I am trying to parse XML with BS4 in Python 3.

For some reason, I am not able to parse namespaces. I tried to look for answers in this question, but it doesn't work for me and I don't get any error message either.

Why does the first part work, but the second does not?

import requests
from bs4 import BeautifulSoup

input = """
<?xml version="1.0" encoding="utf-8"?>
<wb:countries page="1" pages="6" per_page="50" total="299" xmlns:wb="http://www.worldbank.org">
  <wb:country id="ABW">
    <wb:iso2Code>AW</wb:iso2Code>
    <wb:name>Aruba</wb:name>
    <wb:region id="LCN" iso2code="ZJ">Latin America &amp; Caribbean </wb:region>
    <wb:adminregion id="" iso2code="" />
    <wb:incomeLevel id="HIC" iso2code="XD">High income</wb:incomeLevel>
    <wb:lendingType id="LNX" iso2code="XX">Not classified</wb:lendingType>
    <wb:capitalCity>Oranjestad</wb:capitalCity>
    <wb:longitude>-70.0167</wb:longitude>
    <wb:latitude>12.5167</wb:latitude>
  </wb:country>
  <wb:country id="AFE">
    <wb:iso2Code>ZH</wb:iso2Code>
    <wb:name>Africa Eastern and Southern</wb:name>
    <wb:region id="NA" iso2code="NA">Aggregates</wb:region>
    <wb:adminregion id="" iso2code="" />
    <wb:incomeLevel id="NA" iso2code="NA">Aggregates</wb:incomeLevel>
    <wb:lendingType id="" iso2code="">Aggregates</wb:lendingType>
    <wb:capitalCity />
    <wb:longitude />
    <wb:latitude />
  </wb:country>
</wb:countries>

<item>
  <title>Some string</title>
  <pubDate>Wed, 01 Sep 2022 12:45:00  0000</pubDate>
  <guid isPermaLink="false">4574785</guid>
  <link>https://somesite.com</link>
  <itunes:subtitle>A subtitle</itunes:subtitle>
  <enclosure length="0" type="audio/mpeg" url="https://assets.somesite.com/123.mp3"/>
  <itunes:image href="https://somesite.com/img.jpg"/>
  <itunes:duration>7845</itunes:duration>
  <itunes:explicit>no</itunes:explicit>
  <itunes:episodeType>Full</itunes:episodeType>
</item>
"""

soup = BeautifulSoup(input, 'xml')

# Working
for x in soup.find_all('wb:country'):
    print(x.find('wb:name').text)

# Not working
for x in soup.find_all('item'):
    print(x.find('itunes:subtitle').text)

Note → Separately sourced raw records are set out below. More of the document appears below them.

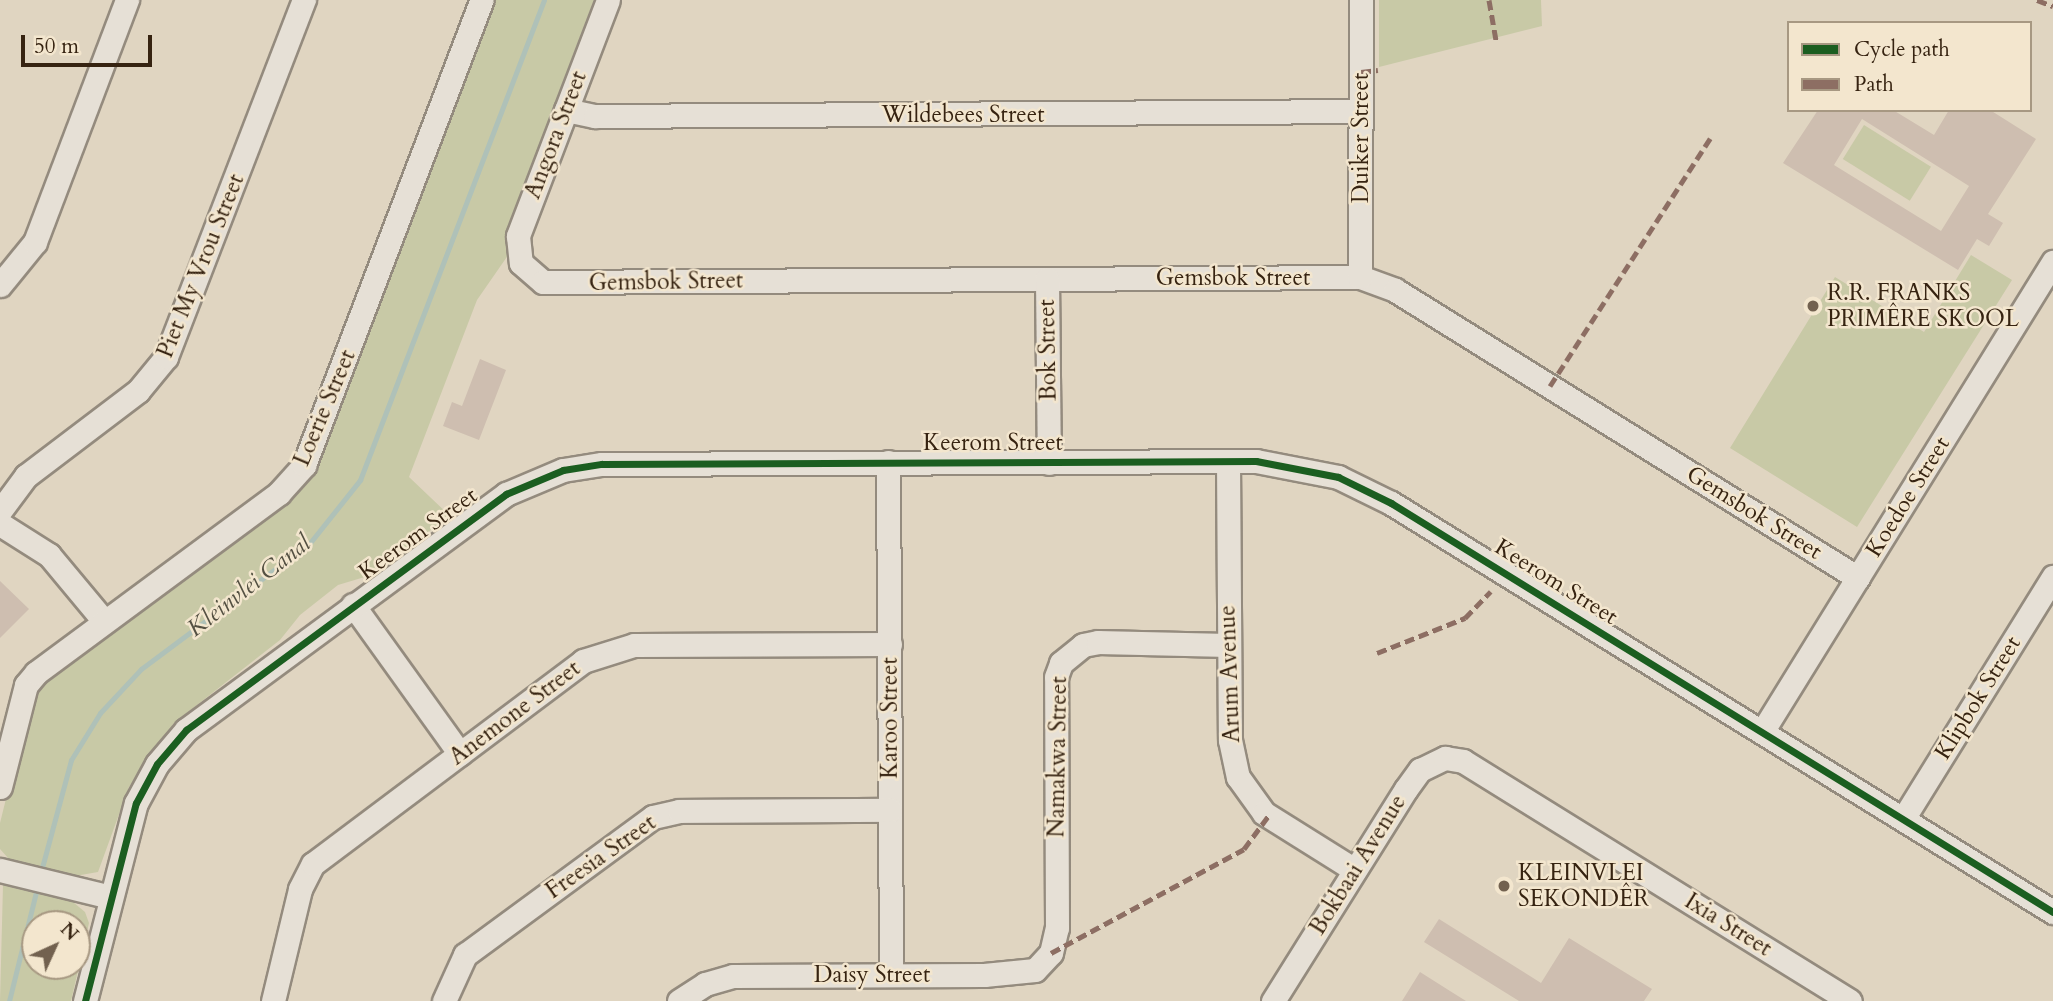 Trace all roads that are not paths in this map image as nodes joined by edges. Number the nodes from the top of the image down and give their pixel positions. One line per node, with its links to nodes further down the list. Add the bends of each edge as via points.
1 (127, 0): 12 (street, via 35,242)
2 (304, 0): 16 (street, Piet My Vrou Street, via 166,357 138,391 26,476)
3 (482, 0): 21 (street, Loerie Street, via 304,465 279,493)
4 (608, 0): 6 (street, Angora Street)
5 (1361, 0): 7 (street, Duiker Street)
6 (566, 110): 7 (street, Wildebees Street, via 595,116); 9 (street, Angora Street, via 518,236 518,254)
7 (1362, 111): 10 (street, Duiker Street)
8 (2053, 262): 19 (street, Koedoe Street)
9 (526, 271): 11 (street, Gemsbok Street, via 552,284)
10 (1360, 277): 11 (street, Gemsbok Street); 19 (street, Gemsbok Street, via 1424,308)
11 (1047, 279): 15 (street, Bok Street)
12 (0, 285)
13 (1228, 461): 15 (street, Keerom Street); 23 (street, Arum Avenue); 24 (street, Keerom Street, via 1311,469 1364,488)
14 (888, 462): 15 (street, Keerom Street); 20 (street, Keerom Street, via 602,464 563,470 506,494); 22 (street, Karoo Street)
15 (1049, 463)
16 (0, 511)
17 (0, 524): 21 (street, via 49,555)
18 (2053, 577): 29 (street, Klipbok Street)
19 (1857, 578): 24 (street, Koedoe Street)
20 (353, 605): 25 (street); 32 (street, Keerom Street, via 204,715 171,746 136,803)
21 (104, 621): 27 (street, Loerie Street, via 26,685)
22 (890, 644): 25 (street, Anemone Street, via 611,649 583,661); 28 (street, Karoo Street)
23 (1228, 645): 30 (street, Arum Avenue, via 1230,740 1238,776 1264,813); 34 (street, Namakwa Street, via 1098,642 1083,645 1061,663 1055,677)
24 (1762, 732): 29 (street, Keerom Street)
25 (460, 754): 37 (street, Anemone Street, via 313,864 300,889)
26 (1463, 761): 30 (street, Bokbaai Avenue, via 1446,758 1420,771); 41 (street, Ixia Street)
27 (0, 787)
28 (890, 810): 35 (street, Karoo Street); 38 (street, Freesia Street, via 679,811 653,817 466,955)
29 (1903, 819): 33 (street, Keerom Street)
30 (1354, 870): 40 (street, Bokbaai Avenue)
31 (4, 871): 32 (street)
32 (111, 897): 36 (street, Keerom Street)
33 (2050, 904)
34 (1055, 942): 35 (street, Daisy Street, via 1044,963 1018,974)
35 (891, 974): 39 (street, Daisy Street, via 733,975 705,984)
36 (85, 1001)
37 (273, 1001)
38 (444, 1001)
39 (679, 1001)
40 (1273, 1001)
41 (1850, 1001)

CodePudding user response:

It looks like non conform XML were you have two documents mixed togehter - A namespace is expected in strict mode of XML parser if it is defined - Use lxml instead to get your expected result in this wild mix:

soup = BeautifulSoup(xml_string, 'lxml')

# Working
for x in soup.find_all('wb:country'):
    print(x.find('wb:name').text)

# also working
for x in soup.find_all('item'):
    print(x.find('itunes:subtitle').text)

Note: Avoid using python reserved terms (keywords), this could have unwanted effects on the results of your code.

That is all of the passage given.